### [Exercise prompt]
Repeat every line that appears below, with nothing altered.

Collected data
++++++
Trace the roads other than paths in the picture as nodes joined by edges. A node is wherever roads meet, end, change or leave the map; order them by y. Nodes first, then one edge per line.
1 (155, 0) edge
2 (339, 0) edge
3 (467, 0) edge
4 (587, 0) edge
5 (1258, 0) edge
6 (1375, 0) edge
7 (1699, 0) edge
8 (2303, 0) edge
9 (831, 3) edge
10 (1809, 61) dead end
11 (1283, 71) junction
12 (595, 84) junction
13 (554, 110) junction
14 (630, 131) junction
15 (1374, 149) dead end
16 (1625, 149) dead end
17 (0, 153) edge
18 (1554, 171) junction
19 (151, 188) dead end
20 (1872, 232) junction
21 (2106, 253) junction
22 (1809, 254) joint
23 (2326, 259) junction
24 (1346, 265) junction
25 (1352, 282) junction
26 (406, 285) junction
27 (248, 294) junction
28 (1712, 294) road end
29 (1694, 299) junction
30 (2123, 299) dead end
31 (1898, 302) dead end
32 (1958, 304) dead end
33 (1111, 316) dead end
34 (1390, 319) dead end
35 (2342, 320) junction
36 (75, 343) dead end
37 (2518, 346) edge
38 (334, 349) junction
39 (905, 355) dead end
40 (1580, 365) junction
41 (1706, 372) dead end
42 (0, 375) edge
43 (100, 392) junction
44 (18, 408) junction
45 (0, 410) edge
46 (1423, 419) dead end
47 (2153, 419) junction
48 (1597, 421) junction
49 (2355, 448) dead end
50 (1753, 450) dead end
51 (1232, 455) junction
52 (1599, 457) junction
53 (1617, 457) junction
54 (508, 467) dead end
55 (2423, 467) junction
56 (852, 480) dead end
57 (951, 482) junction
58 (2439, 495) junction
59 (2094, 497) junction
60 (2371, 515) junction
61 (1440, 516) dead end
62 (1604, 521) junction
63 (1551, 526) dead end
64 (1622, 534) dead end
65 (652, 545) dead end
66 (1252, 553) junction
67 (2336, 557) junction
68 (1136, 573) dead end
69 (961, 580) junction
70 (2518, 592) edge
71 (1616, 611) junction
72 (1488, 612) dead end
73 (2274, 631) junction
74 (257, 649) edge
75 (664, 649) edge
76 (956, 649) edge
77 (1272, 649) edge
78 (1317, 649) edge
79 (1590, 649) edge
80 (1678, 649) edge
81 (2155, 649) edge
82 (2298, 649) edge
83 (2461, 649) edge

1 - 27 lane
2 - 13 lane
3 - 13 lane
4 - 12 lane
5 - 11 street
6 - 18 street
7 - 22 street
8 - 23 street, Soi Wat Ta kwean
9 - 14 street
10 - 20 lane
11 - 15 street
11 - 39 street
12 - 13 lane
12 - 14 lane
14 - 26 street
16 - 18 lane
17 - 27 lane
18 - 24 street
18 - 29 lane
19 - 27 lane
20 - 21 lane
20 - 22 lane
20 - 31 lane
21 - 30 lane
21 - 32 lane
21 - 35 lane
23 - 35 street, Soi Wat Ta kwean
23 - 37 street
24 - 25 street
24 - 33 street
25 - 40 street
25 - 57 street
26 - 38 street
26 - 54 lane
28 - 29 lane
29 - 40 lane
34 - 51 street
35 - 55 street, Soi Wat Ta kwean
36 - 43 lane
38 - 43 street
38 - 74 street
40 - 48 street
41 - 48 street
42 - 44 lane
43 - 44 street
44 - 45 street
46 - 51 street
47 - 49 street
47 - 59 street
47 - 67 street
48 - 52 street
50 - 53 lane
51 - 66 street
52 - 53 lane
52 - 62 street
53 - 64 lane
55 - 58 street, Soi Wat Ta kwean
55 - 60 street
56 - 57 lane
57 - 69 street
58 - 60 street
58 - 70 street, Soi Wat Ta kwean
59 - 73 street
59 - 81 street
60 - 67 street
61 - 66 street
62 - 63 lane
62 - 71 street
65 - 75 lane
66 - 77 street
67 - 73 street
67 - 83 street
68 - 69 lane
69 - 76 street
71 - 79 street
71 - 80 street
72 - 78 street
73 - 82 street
++++++
### [Worked solution]
Trace the roads other than paths in the picture as nodes joined by edges. A node is wherever roads meet, end, change or leave the map; order them by y. Nodes first, then one edge per line.
1 (155, 0) edge
2 (339, 0) edge
3 (467, 0) edge
4 (587, 0) edge
5 (1258, 0) edge
6 (1375, 0) edge
7 (1699, 0) edge
8 (2303, 0) edge
9 (831, 3) edge
10 (1809, 61) dead end
11 (1283, 71) junction
12 (595, 84) junction
13 (554, 110) junction
14 (630, 131) junction
15 (1374, 149) dead end
16 (1625, 149) dead end
17 (0, 153) edge
18 (1554, 171) junction
19 (151, 188) dead end
20 (1872, 232) junction
21 (2106, 253) junction
22 (1809, 254) joint
23 (2326, 259) junction
24 (1346, 265) junction
25 (1352, 282) junction
26 (406, 285) junction
27 (248, 294) junction
28 (1712, 294) road end
29 (1694, 299) junction
30 (2123, 299) dead end
31 (1898, 302) dead end
32 (1958, 304) dead end
33 (1111, 316) dead end
34 (1390, 319) dead end
35 (2342, 320) junction
36 (75, 343) dead end
37 (2518, 346) edge
38 (334, 349) junction
39 (905, 355) dead end
40 (1580, 365) junction
41 (1706, 372) dead end
42 (0, 375) edge
43 (100, 392) junction
44 (18, 408) junction
45 (0, 410) edge
46 (1423, 419) dead end
47 (2153, 419) junction
48 (1597, 421) junction
49 (2355, 448) dead end
50 (1753, 450) dead end
51 (1232, 455) junction
52 (1599, 457) junction
53 (1617, 457) junction
54 (508, 467) dead end
55 (2423, 467) junction
56 (852, 480) dead end
57 (951, 482) junction
58 (2439, 495) junction
59 (2094, 497) junction
60 (2371, 515) junction
61 (1440, 516) dead end
62 (1604, 521) junction
63 (1551, 526) dead end
64 (1622, 534) dead end
65 (652, 545) dead end
66 (1252, 553) junction
67 (2336, 557) junction
68 (1136, 573) dead end
69 (961, 580) junction
70 (2518, 592) edge
71 (1616, 611) junction
72 (1488, 612) dead end
73 (2274, 631) junction
74 (257, 649) edge
75 (664, 649) edge
76 (956, 649) edge
77 (1272, 649) edge
78 (1317, 649) edge
79 (1590, 649) edge
80 (1678, 649) edge
81 (2155, 649) edge
82 (2298, 649) edge
83 (2461, 649) edge

1 - 27 lane
2 - 13 lane
3 - 13 lane
4 - 12 lane
5 - 11 street
6 - 18 street
7 - 22 street
8 - 23 street, Soi Wat Ta kwean
9 - 14 street
10 - 20 lane
11 - 15 street
11 - 39 street
12 - 13 lane
12 - 14 lane
14 - 26 street
16 - 18 lane
17 - 27 lane
18 - 24 street
18 - 29 lane
19 - 27 lane
20 - 21 lane
20 - 22 lane
20 - 31 lane
21 - 30 lane
21 - 32 lane
21 - 35 lane
23 - 35 street, Soi Wat Ta kwean
23 - 37 street
24 - 25 street
24 - 33 street
25 - 40 street
25 - 57 street
26 - 38 street
26 - 54 lane
28 - 29 lane
29 - 40 lane
34 - 51 street
35 - 55 street, Soi Wat Ta kwean
36 - 43 lane
38 - 43 street
38 - 74 street
40 - 48 street
41 - 48 street
42 - 44 lane
43 - 44 street
44 - 45 street
46 - 51 street
47 - 49 street
47 - 59 street
47 - 67 street
48 - 52 street
50 - 53 lane
51 - 66 street
52 - 53 lane
52 - 62 street
53 - 64 lane
55 - 58 street, Soi Wat Ta kwean
55 - 60 street
56 - 57 lane
57 - 69 street
58 - 60 street
58 - 70 street, Soi Wat Ta kwean
59 - 73 street
59 - 81 street
60 - 67 street
61 - 66 street
62 - 63 lane
62 - 71 street
65 - 75 lane
66 - 77 street
67 - 73 street
67 - 83 street
68 - 69 lane
69 - 76 street
71 - 79 street
71 - 80 street
72 - 78 street
73 - 82 street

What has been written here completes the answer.